This is how to construct a good story

"Of course the inevitable kill your darlings follows, but there is also such a thing as treasure your darlings"

Help, how do you construct a good story from a large, fragmented chaos?

Blog by Paul

Reading a good story is great. How wonderful is it to read a good book in one breath? The writing style, structure and storyline pull you through. So why are reports you read for work often such a torture? Boring, impossible to get through and unclear. As a writer, you have to have perfect control over the information you want to convey. I discovered this well while writing a non-fiction novel and now apply it in my work as a B2B communications consultant.

Years ago, I decided to write a book about the Jewish engineer and journalist Josef Ganz. He presented an innovative 'people's car' with the engine at the back, which he called Maikäfer (cockchafer), in front of Hitler in 1933. He was prosecuted and silenced a short time later, while Porsche was commissioned by Hitler to further develop the concept into the world-famous Volkswagen Beetle. The story was exciting enough, but where do you start to put that down powerfully?

1. Collect and filter information

The writing white papers, position papers or reports, which I now do as a B2B communications consultant, among other things, has quite a few parallels to my book project. You have a topic and a goal, but you don't yet know how you're going to get there. As then, I always start by gathering information and filtering it for usefulness and usability. The result of my research on Ganz was a filing cabinet full of photos, letters, articles and documents. But what to do with it all?

2. What do you want to tell your target audience?

Josef Ganz's life story is enormously complicated, full of intrigue, espionage and patent battles spread across different time periods and countries. There were so many entanglements and storylines that I really had to make choices. I decided to focus his design work of a 'people's car' against the backdrop of the rise of the Nazis. All other information ultimately had to support and strengthen the overall storyline. To start writing, I first set up a basic structure using the storyline as a capstone.

3. Put the structure in place and start writing

If you know what you want to tell, you can create an overall outline in chapters: what do you definitely need or want to say? This gives structure to the whole thing and gives you as a writer smaller, defined frames in which to tell your story in a dosed manner. You can already see whether there is a logical order to your story by dividing it into chapters with paragraphs, headings and sub-headings. Once the structure is in place, writing almost becomes more of a fill-in-the-blank exercise. Believe me, before you know it you are 10 pages further.

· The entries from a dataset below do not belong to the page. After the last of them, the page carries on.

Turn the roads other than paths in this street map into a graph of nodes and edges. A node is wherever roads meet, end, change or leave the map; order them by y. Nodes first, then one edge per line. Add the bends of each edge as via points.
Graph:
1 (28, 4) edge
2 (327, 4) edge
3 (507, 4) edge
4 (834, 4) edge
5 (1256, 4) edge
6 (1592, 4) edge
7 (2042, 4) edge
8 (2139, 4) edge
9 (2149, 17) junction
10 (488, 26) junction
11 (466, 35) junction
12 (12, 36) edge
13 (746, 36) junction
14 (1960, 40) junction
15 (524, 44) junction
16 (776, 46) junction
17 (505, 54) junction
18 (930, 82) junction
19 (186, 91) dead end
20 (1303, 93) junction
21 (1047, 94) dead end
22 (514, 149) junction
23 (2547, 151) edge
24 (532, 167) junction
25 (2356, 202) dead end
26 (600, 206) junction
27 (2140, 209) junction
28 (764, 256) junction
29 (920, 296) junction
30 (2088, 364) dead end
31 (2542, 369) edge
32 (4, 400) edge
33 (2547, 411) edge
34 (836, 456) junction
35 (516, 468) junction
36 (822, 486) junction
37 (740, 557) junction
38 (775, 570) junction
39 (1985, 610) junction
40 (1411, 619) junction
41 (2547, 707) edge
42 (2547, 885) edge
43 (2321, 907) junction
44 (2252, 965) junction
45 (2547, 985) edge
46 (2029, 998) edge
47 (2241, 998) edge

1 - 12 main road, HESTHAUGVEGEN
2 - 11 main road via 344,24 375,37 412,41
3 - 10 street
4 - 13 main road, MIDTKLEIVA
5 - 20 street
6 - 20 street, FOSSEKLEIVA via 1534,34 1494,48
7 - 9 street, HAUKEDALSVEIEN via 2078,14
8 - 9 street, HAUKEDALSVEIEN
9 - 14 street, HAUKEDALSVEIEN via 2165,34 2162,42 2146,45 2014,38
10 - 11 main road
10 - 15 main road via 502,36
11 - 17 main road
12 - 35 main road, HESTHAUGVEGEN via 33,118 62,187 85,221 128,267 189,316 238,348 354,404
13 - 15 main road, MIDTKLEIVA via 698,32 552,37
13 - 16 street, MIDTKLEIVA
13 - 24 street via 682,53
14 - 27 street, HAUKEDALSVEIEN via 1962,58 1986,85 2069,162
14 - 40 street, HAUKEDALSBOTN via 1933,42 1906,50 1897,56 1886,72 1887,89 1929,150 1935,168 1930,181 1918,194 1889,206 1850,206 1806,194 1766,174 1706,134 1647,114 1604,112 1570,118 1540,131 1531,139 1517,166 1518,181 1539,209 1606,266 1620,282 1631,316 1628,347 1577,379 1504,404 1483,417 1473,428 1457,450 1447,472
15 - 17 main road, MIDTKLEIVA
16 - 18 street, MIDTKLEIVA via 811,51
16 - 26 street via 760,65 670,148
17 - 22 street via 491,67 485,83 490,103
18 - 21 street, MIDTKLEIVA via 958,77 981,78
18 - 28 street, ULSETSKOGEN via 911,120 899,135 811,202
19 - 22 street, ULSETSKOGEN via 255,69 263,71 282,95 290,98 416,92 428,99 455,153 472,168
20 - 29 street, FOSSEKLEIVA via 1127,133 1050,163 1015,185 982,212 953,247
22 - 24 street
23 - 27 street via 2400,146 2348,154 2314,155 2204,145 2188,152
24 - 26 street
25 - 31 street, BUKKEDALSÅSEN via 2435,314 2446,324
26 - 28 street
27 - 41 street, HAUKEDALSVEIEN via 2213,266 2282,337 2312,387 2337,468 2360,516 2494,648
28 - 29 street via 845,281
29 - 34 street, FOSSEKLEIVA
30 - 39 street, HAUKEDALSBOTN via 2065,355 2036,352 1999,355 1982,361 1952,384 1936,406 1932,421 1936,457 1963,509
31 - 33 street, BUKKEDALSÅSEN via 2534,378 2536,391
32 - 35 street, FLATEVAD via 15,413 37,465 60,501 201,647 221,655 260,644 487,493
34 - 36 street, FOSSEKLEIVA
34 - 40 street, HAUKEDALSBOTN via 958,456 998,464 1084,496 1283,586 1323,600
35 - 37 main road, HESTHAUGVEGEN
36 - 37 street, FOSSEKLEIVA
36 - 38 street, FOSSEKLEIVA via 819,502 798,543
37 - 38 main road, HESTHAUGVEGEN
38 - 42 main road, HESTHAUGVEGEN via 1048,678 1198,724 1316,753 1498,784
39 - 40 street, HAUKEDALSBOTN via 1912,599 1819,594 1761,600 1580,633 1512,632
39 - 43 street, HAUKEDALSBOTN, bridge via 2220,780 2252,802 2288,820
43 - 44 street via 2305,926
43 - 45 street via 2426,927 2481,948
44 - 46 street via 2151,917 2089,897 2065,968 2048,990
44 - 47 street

4. Write your story short and sweet

You often see reports that are so muddledly written that it almost seems like a smokescreen. Does the author sometimes deliberately use pompous language and unnecessary technical terms to cover up a lack of knowledge and insight? As a writer, you have to understand exactly what you are writing about and for whom you are writing. Only then can you really write a strong and understandable story, as Einstein said. Don't use unnecessarily complicated words, but adapt your language use to the reader (for tips, see the blog 'B1 writing in B2B: Jip and Janneke in jargon land' by my colleague Steven). It may take some time and effort, but it really pays off.

5. Let your mother-in-law read it

If you really want to know whether your target audience understands your story, you can have a first draft read by someone who has nothing to do with the subject. For example, my colleague Steven, yes that expert in B1 communication, likes to present his work to his mother-in-law. He promises her a cake if she gets the red line out AND gets all the way to the end. I submitted the first chapters of my book on Ganz to a good freelance editor. Although it is difficult to have a story you have put a lot of time and love into reviewed, it really got better thanks to her reviews. Of course, the inevitable kill your darlings, but there is also such a thing as treasure your darlings I have noticed: there are always gems that you can't put anywhere, but save them, because sometimes it is precisely those bits of text that complete the story.